> [Instructions to follow] Copy out the data exactly, leaving the pictures behind.

━━━ Data under study

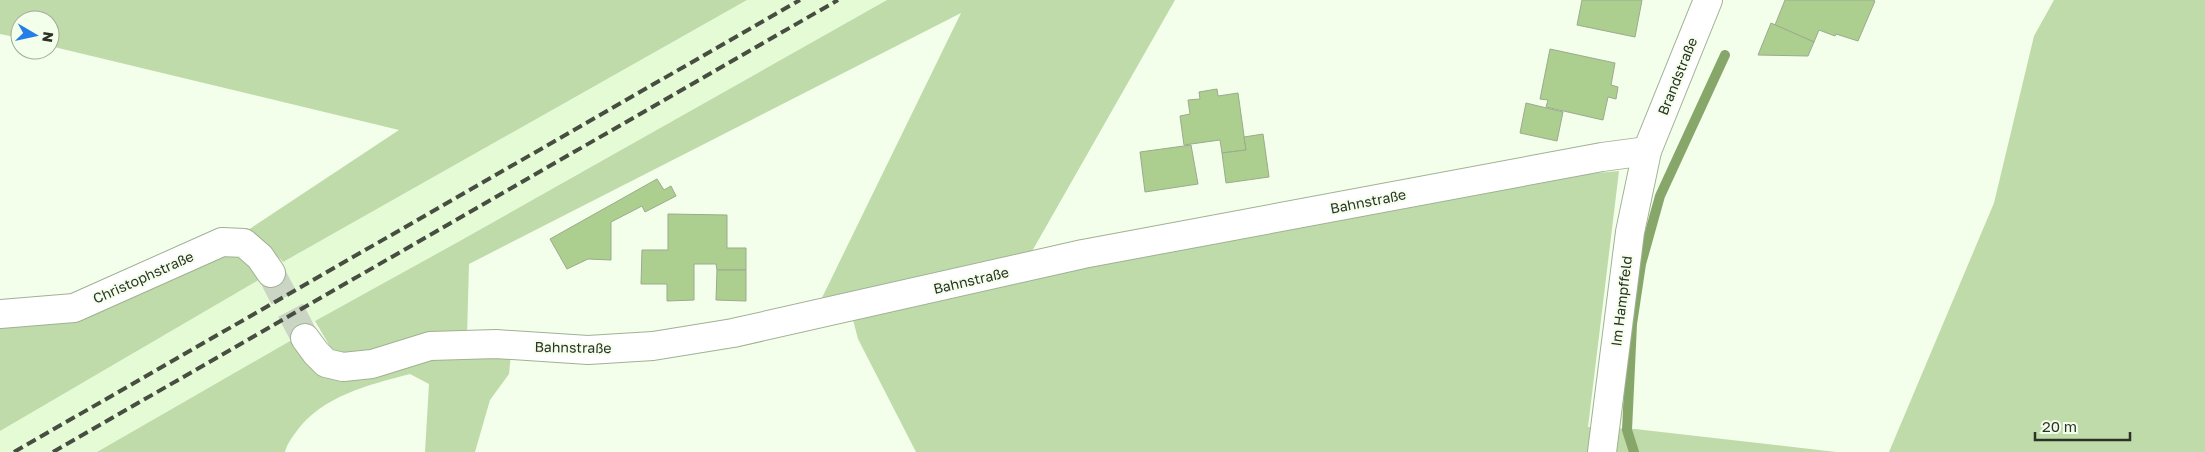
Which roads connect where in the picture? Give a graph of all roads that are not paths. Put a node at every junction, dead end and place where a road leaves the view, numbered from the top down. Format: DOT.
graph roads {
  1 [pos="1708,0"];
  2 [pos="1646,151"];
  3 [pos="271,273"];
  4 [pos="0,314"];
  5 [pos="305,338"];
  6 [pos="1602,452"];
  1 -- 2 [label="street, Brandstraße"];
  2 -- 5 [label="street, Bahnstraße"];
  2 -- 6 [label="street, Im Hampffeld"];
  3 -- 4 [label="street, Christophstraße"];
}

━━━━━━

> [Result]
Which roads connect where in the picture? Give a graph of all roads that are not paths. Put a node at every junction, dead end and place where a road leaves the view, numbered from the top down. Format: DOT.
graph roads {
  1 [pos="1708,0"];
  2 [pos="1646,151"];
  3 [pos="271,273"];
  4 [pos="0,314"];
  5 [pos="305,338"];
  6 [pos="1602,452"];
  1 -- 2 [label="street, Brandstraße"];
  2 -- 5 [label="street, Bahnstraße"];
  2 -- 6 [label="street, Im Hampffeld"];
  3 -- 4 [label="street, Christophstraße"];
}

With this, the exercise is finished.